Welcome to Rampant Speculation! This column looks at game details about which we currently know little-to-nothing, and tries to make our best guess. We might be right, we’re probably wrong, but we’ll do our best to look at the whole picture and put ourselves in the minds of the dev team.
The biggest question on most fans’ minds right now is “When the !#&% is beta coming?!”, but for a good look at what’s known so far and things to expect, check out this awesome article at Wildstar Fans. We’ve decided to dedicate this inaugural guess-fest to another hot topic – Will WildStar be a subscription game, free to play, buy to play or only available for purchase with the souls of your peers?
Possible business models
There are three prominent business models used in MMO titles today:
- Subscription games: These require a purchase and ongoing monthly fee (See: World of Warcraft)
- Free to Play (F2P): These generally sell “boosts” and other micro-transaction goods to generate revenue (See: Marvel Heroes)
- Buy to Play (B2P): Pay once and play online without further fees (See: Guild Wars 2)
All of these business models have their merits, and each has drawbacks. Some games, such as Star Wars: The Old Republic and DC Universe began life as a subscription game and transitioned to a hybrid of subscription and F2P in order to help waning player numbers.
So what will WildStar use?
Right now that’s a good question. Carbine has been consistently tight-lipped when asked about the business model the game intends to utilize. However, some of their recent reveals of how they intend to deliver content lends us some clues. For starters, they have frequently said in recent interviews that Elder Game story content will be delivered episodically. Future content development doesn’t come free, nor does the operation of online game servers. That means that somehow, a steady stream of revenue will be required in order to keep gamers entertained. Knowing this, it could be safe to assume that a Guild Wars-esque B2P model won’t fit with the intended goals for WildStar’s future.
So that leaves us with subscription, F2P or a hybrid of the two. In everything that’s been shown, we’ve seen very high quality content and Carbine’s repeated focus on catering to a myriad of play styles. If WildStar goes F2P that leaves the potential for some of the less popular features to require development dollars that the micro-transactions don’t recoup.

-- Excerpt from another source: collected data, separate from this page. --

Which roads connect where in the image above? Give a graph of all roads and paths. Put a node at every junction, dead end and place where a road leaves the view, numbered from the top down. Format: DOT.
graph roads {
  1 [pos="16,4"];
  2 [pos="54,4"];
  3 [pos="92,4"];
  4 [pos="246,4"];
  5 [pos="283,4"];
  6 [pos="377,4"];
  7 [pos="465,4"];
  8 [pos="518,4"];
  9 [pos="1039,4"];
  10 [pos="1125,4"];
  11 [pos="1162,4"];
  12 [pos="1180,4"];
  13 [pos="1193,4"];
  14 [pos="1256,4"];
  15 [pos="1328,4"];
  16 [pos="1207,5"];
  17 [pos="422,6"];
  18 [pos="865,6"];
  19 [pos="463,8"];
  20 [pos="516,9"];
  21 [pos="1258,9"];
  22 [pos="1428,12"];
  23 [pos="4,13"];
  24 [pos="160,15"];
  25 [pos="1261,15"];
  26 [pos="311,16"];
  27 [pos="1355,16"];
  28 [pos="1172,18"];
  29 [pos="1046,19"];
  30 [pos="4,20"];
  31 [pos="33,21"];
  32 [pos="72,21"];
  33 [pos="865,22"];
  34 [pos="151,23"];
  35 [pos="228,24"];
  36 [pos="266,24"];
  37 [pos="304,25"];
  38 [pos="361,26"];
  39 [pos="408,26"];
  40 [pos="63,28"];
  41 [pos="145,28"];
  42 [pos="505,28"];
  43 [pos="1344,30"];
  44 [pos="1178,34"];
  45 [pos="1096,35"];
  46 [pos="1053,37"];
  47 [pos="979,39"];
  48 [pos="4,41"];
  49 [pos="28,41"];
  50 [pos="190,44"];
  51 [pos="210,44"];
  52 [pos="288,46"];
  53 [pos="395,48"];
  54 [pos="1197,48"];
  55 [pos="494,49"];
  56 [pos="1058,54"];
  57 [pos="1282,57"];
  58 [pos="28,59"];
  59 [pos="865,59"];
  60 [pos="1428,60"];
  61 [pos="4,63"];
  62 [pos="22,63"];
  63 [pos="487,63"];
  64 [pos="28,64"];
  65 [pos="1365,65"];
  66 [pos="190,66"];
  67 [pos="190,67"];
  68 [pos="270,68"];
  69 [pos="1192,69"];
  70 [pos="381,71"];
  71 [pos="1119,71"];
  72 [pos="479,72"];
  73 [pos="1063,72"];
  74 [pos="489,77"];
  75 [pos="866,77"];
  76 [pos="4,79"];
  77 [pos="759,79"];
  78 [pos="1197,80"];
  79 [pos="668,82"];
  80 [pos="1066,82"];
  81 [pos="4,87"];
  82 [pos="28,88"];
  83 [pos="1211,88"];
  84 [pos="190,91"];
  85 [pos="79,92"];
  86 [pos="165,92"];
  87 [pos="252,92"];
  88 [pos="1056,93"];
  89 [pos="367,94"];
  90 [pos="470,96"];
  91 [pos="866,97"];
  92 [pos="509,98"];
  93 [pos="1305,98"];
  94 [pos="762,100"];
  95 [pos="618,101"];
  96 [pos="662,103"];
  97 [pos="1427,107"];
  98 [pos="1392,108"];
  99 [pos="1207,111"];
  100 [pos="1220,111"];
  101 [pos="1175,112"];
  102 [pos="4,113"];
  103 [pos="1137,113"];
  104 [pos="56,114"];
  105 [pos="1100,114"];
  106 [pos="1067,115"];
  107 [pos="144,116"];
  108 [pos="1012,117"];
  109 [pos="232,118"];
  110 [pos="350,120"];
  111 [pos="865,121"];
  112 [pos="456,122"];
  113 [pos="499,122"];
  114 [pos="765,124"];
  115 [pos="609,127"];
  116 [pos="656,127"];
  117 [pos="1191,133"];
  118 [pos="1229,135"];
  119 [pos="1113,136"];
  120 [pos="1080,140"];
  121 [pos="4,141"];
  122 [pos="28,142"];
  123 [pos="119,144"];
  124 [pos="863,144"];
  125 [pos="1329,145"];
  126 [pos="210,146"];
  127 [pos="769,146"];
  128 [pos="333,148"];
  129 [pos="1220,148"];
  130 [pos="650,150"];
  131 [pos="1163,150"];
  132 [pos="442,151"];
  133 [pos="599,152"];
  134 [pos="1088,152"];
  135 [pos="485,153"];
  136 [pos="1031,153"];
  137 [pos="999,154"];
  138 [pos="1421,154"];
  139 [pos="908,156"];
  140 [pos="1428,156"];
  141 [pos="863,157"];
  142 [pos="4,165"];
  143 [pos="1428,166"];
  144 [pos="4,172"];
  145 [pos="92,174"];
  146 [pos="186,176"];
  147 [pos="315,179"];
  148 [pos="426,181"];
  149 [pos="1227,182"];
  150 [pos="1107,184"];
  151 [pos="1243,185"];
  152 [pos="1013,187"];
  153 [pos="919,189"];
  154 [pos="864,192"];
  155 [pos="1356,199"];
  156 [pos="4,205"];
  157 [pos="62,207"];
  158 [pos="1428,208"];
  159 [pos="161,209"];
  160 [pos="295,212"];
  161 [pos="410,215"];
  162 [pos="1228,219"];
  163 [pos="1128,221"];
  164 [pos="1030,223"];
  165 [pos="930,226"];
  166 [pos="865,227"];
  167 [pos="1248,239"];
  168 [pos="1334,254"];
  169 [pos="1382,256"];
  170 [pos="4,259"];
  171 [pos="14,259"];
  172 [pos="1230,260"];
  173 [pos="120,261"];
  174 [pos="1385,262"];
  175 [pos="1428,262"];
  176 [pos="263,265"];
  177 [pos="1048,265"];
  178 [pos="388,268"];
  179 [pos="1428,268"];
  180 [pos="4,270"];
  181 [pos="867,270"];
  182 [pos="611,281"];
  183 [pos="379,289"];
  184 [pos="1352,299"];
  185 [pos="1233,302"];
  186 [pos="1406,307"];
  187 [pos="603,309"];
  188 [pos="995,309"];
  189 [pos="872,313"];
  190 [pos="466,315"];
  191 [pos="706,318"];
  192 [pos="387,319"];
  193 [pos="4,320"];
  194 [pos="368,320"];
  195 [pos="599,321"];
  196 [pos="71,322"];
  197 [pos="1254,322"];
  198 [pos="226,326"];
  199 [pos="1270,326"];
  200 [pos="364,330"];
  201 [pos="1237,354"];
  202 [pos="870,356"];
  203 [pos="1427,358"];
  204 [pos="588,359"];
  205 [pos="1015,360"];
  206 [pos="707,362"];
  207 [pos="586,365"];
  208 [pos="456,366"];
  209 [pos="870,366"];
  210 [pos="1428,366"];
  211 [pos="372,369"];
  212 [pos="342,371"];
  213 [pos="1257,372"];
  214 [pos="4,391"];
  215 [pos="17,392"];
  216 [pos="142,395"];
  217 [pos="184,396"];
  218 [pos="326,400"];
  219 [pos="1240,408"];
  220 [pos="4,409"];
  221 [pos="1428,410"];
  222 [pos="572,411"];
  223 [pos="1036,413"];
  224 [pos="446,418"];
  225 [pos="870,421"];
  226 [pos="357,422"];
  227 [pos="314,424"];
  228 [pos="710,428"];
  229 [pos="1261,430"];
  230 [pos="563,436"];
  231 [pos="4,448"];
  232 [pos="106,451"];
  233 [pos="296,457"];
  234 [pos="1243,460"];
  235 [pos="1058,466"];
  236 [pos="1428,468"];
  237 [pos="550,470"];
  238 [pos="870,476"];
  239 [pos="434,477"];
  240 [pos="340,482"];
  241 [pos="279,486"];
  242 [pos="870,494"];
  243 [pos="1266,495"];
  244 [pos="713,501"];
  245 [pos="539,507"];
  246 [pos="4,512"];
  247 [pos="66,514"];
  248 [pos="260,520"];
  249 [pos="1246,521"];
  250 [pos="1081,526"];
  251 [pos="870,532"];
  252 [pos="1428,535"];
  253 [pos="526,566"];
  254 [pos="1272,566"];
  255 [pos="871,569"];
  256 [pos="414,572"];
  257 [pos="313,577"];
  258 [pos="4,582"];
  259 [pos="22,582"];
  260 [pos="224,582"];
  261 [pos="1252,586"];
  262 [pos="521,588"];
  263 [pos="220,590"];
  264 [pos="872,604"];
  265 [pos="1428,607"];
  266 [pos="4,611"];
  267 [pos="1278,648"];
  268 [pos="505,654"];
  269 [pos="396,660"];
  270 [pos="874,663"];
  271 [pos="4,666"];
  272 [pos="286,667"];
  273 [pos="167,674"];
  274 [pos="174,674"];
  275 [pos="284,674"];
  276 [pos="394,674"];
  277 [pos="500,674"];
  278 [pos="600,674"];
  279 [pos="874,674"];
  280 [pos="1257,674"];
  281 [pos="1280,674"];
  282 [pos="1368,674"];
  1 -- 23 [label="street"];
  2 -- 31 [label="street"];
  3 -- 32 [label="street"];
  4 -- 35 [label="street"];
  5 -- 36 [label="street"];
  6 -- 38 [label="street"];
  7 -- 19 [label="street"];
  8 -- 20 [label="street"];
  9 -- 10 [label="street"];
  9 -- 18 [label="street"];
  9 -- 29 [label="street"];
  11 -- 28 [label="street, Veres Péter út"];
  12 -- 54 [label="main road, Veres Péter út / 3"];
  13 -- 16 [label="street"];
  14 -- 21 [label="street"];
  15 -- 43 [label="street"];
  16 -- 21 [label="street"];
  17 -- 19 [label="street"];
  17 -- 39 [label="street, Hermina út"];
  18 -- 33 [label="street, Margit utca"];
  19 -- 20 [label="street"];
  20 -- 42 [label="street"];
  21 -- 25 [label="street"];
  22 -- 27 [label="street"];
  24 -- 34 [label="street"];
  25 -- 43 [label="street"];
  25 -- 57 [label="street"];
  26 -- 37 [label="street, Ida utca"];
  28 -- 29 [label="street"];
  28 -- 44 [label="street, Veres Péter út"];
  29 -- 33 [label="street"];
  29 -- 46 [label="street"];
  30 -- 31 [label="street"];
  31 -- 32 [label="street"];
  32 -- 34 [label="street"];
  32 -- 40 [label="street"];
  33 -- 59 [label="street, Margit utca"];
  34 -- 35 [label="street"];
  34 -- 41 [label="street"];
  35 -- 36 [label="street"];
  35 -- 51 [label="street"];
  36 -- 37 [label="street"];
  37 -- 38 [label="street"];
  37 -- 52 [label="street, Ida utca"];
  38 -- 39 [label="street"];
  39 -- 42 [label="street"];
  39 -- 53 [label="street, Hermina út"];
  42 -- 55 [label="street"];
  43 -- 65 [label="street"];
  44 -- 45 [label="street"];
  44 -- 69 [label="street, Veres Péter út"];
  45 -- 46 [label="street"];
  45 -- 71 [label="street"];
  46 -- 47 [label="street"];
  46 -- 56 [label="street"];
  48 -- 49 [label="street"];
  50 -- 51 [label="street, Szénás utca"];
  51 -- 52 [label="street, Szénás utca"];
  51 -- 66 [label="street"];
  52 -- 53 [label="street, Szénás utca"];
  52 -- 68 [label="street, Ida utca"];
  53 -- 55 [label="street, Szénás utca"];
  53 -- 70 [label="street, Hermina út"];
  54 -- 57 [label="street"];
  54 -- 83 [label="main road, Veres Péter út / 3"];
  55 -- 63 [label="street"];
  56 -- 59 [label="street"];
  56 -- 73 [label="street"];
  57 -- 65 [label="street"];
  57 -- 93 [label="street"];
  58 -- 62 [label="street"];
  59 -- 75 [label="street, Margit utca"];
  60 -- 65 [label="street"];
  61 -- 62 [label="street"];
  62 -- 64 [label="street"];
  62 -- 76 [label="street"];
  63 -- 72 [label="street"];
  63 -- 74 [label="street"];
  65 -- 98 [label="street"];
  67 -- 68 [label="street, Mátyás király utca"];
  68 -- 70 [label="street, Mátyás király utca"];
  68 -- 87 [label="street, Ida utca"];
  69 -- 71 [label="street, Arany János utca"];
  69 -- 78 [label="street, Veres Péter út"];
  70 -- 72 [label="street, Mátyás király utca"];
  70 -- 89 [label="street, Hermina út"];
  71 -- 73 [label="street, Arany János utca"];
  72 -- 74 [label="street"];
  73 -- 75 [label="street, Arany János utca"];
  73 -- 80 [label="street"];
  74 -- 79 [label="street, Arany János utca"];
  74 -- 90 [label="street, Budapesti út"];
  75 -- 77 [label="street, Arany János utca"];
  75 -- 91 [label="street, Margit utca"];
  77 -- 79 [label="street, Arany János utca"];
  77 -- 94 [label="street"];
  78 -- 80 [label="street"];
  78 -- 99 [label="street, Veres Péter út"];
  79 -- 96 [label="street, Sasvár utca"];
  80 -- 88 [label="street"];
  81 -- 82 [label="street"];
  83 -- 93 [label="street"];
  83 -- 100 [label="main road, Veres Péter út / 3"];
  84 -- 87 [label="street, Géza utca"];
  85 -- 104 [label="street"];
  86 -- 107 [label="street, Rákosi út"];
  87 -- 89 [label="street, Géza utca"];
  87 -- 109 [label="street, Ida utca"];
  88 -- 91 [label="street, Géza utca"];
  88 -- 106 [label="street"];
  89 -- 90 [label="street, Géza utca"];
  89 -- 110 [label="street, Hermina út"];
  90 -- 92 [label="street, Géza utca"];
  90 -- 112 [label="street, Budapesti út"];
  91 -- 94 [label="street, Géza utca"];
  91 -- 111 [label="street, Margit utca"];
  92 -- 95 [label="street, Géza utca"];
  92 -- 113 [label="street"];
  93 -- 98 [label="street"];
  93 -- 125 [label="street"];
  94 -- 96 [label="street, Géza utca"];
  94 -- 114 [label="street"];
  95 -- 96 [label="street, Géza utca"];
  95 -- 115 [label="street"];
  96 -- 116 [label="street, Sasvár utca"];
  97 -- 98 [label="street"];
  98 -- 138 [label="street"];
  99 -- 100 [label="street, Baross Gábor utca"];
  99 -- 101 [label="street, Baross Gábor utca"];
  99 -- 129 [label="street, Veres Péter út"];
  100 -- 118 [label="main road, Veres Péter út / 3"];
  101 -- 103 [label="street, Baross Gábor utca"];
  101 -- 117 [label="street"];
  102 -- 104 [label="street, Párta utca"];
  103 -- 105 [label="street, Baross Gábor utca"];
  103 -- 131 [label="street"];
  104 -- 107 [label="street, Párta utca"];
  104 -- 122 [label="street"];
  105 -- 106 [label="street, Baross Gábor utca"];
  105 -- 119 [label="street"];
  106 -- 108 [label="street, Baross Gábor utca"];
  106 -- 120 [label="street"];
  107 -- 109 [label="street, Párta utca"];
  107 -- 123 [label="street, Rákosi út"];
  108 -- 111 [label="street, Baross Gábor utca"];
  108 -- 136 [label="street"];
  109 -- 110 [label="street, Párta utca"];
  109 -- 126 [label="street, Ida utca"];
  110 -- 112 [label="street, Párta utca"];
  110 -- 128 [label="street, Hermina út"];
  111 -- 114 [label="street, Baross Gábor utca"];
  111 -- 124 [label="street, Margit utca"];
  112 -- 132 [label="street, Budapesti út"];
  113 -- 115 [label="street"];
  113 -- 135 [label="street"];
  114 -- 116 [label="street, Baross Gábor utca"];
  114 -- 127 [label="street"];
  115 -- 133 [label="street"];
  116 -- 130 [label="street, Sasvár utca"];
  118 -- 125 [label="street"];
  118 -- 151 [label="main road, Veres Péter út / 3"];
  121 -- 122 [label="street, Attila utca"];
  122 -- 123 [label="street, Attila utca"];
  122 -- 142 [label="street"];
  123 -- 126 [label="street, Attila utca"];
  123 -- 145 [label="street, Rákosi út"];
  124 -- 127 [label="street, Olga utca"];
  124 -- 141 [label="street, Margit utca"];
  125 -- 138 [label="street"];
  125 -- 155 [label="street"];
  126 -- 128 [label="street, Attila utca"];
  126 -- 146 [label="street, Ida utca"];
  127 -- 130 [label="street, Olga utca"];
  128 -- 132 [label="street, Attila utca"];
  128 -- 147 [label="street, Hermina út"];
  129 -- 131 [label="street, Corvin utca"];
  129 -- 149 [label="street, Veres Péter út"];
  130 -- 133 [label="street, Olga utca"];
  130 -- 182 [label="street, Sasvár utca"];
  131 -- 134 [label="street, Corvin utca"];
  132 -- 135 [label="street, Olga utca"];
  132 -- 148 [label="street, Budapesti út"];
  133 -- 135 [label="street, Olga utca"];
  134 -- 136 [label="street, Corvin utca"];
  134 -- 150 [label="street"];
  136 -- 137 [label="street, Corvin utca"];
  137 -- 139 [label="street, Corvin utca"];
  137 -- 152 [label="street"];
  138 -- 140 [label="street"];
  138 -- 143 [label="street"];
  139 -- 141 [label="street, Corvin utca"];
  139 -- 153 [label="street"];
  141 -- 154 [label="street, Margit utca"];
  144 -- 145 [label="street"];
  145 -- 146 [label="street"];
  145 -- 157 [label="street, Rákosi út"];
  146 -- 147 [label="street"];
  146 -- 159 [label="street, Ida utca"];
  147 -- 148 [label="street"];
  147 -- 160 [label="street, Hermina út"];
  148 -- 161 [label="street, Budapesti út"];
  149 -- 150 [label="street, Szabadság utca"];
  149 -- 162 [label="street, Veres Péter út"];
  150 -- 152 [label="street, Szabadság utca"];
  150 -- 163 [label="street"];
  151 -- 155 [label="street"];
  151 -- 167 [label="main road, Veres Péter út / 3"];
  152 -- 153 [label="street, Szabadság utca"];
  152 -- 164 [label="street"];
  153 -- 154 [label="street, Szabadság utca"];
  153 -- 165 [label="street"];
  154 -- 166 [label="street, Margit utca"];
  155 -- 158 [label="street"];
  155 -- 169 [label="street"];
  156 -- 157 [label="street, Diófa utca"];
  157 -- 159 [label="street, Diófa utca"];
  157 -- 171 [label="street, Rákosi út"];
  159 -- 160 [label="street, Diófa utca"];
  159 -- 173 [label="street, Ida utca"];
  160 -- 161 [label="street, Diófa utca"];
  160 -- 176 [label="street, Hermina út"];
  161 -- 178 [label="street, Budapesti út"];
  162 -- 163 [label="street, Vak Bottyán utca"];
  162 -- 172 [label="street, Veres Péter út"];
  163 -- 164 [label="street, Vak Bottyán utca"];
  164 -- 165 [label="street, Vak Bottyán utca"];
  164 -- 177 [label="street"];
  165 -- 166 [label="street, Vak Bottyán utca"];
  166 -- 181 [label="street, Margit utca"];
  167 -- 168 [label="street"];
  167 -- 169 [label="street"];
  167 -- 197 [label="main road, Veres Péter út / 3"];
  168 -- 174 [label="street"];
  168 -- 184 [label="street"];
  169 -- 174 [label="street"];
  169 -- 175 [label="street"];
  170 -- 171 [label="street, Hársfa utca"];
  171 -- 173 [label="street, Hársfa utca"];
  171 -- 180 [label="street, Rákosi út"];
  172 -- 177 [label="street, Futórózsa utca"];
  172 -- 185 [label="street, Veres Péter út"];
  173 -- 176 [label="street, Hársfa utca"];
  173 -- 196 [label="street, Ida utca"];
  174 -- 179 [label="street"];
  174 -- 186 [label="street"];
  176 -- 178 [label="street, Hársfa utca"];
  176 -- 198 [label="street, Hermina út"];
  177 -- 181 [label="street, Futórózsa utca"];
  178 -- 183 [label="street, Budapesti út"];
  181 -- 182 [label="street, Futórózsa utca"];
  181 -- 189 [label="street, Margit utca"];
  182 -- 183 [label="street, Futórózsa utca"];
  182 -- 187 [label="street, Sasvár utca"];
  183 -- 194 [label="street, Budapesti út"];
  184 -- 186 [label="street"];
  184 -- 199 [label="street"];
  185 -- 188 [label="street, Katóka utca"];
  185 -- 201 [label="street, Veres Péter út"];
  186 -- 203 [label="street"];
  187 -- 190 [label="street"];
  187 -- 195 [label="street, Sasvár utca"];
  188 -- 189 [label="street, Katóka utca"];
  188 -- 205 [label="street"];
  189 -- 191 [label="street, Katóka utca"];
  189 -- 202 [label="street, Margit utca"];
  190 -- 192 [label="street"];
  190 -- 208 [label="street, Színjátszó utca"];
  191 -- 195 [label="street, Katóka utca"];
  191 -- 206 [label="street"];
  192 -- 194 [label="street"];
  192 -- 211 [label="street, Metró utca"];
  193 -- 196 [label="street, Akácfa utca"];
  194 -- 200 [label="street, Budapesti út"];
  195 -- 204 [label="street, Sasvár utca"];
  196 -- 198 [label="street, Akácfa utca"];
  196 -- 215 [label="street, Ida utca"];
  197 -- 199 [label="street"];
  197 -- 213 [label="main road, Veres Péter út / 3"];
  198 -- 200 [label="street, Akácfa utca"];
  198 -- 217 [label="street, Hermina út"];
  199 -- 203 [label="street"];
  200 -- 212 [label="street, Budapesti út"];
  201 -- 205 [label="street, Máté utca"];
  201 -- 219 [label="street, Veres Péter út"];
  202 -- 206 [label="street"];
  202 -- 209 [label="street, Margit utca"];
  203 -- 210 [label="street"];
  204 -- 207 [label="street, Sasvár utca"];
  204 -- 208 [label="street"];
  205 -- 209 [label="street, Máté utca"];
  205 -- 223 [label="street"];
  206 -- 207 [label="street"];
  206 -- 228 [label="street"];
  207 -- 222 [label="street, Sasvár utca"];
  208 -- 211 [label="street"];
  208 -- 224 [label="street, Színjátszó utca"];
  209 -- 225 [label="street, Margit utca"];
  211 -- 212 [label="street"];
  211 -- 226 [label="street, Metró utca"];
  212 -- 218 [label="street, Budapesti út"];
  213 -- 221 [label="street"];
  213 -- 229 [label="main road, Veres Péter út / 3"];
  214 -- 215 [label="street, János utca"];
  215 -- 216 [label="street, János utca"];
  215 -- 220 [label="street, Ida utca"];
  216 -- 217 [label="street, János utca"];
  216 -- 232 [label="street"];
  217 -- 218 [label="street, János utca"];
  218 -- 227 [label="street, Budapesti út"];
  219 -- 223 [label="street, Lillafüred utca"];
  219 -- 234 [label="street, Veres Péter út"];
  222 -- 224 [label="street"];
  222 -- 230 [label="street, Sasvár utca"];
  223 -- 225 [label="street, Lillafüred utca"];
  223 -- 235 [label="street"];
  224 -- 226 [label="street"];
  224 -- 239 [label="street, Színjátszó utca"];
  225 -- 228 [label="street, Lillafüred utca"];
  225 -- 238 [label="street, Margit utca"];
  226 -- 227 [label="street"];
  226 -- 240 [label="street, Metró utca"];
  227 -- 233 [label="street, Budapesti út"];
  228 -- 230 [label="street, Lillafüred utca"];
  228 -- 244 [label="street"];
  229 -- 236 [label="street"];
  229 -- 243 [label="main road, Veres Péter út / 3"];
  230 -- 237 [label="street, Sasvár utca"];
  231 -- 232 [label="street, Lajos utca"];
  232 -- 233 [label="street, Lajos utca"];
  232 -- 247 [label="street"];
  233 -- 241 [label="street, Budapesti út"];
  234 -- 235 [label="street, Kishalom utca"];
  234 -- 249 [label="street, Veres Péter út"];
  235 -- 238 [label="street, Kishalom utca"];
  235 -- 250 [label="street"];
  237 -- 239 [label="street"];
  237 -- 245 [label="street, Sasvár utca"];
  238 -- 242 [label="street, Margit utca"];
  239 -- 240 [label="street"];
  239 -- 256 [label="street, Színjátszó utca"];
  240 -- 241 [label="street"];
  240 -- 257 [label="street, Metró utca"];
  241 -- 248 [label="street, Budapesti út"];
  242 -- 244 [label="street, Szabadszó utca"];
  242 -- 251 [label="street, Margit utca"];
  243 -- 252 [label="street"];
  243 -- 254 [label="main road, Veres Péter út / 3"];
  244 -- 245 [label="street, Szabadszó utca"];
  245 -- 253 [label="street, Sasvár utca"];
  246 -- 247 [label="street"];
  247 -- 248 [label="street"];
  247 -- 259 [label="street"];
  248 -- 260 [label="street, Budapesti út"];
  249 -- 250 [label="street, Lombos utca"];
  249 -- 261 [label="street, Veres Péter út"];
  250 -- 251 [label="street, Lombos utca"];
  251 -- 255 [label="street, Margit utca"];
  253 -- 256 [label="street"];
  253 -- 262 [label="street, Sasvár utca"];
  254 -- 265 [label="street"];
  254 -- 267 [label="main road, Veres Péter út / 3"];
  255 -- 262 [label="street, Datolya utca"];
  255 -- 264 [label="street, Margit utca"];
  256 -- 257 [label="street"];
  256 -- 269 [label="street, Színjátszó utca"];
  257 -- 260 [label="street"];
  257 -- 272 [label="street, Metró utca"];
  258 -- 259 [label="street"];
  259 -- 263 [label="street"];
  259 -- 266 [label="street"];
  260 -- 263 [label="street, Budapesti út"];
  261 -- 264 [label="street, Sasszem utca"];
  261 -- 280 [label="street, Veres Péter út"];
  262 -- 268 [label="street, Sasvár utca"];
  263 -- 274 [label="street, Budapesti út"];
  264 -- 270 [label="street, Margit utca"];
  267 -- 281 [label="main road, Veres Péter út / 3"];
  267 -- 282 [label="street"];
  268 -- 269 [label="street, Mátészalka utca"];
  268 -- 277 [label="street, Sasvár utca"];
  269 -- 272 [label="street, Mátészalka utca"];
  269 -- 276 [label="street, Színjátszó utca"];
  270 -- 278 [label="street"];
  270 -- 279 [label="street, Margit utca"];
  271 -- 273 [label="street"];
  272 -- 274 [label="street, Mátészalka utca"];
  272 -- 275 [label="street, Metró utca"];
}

To put it in perspective, look at collegiate athletics. Does the hockey team get nearly the amount of budget as the football program? Please note: We are based in the United States, so if your country (looking at you Canada) values hockey over football, please feel free to substitute curling or something.
If the revenue has to be spent on the most popular features, will players who were promised a game that let them play the way they enjoyed most stick around if the “cool kids” get all the attention? Over time, this can morph a game into something that ceases to represent the original design, and Carbine seems to have a very clear picture of what WildStar is to them. I suspect they want to do everything they can to keep this promise intact.
So if F2P is a risky proposition for a AAA game like WildStar, that means it must be destined for $14.99 a month, right? (Well, only $12.99 if you pay six months at a time!) Not necessarily. There is a stigma in the industry as of late that subscription is an automatic recipe for disaster, but that is only true if a game doesn’t deliver on expectations at launch or within a reasonable post-launch time frame. Given the head start and years of development WoW has under it’s belt, gamers can enter into new titles with unrealistic expectations.
In the case of WildStar, it is obvious that Carbine knows this and is doing a phenomenal job keeping the community informed of what will and won’t be in WildStar on launch day. Even gamers with passing interest should get a good idea of the game they’ll purchase at launch. By offering a subscription at less than the longstanding standard of $14.99 (say, $7.99) Carbine could capture gamers who might not be able to afford that other 800 pound gorilla, but want the quality brought by a subscription-funded MMO.
What are the chances we’re right?
I firmly believe that WildStar will offer some form of subscription option to players who are wanting the best experience they can get. However, given the recent success of SWTOR’s F2P transition, I wouldn’t be surprised to see them launch with a hybrid model that allows gamers to vacation on Nexus before making a commitment. Of course this is all rampant speculation. No matter what Carbine ultimately decides, look on the bright side…if Protostar Corporation had their way, we’d all pay for the game through indentured servitude.